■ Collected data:
::::::::::
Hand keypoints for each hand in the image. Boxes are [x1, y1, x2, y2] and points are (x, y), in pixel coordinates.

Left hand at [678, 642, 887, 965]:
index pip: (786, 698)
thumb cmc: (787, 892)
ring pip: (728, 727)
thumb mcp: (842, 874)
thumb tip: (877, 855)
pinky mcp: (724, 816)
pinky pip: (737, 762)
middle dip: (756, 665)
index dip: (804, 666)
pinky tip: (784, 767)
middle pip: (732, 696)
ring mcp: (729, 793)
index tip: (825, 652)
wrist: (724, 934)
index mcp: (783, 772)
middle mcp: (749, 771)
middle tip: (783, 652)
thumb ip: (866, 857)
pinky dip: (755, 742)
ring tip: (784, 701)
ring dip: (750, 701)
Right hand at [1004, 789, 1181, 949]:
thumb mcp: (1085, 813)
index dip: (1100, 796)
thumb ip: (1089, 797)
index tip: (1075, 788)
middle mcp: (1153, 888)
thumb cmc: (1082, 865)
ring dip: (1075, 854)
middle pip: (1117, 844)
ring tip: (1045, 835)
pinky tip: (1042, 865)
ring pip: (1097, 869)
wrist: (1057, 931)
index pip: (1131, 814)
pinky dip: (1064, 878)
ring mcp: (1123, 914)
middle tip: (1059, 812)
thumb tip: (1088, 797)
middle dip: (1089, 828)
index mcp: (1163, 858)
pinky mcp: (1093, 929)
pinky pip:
::::::::::
■ Requirement:
Scan the records for the string "pinky" and report each line where it occurs.

■ Result for this exercise:
pinky mcp: (724, 816)
pinky pip: (737, 762)
pinky tip: (784, 767)
pinky dip: (755, 742)
pinky tip: (1042, 865)
pinky dip: (1064, 878)
pinky mcp: (1093, 929)
pinky pip:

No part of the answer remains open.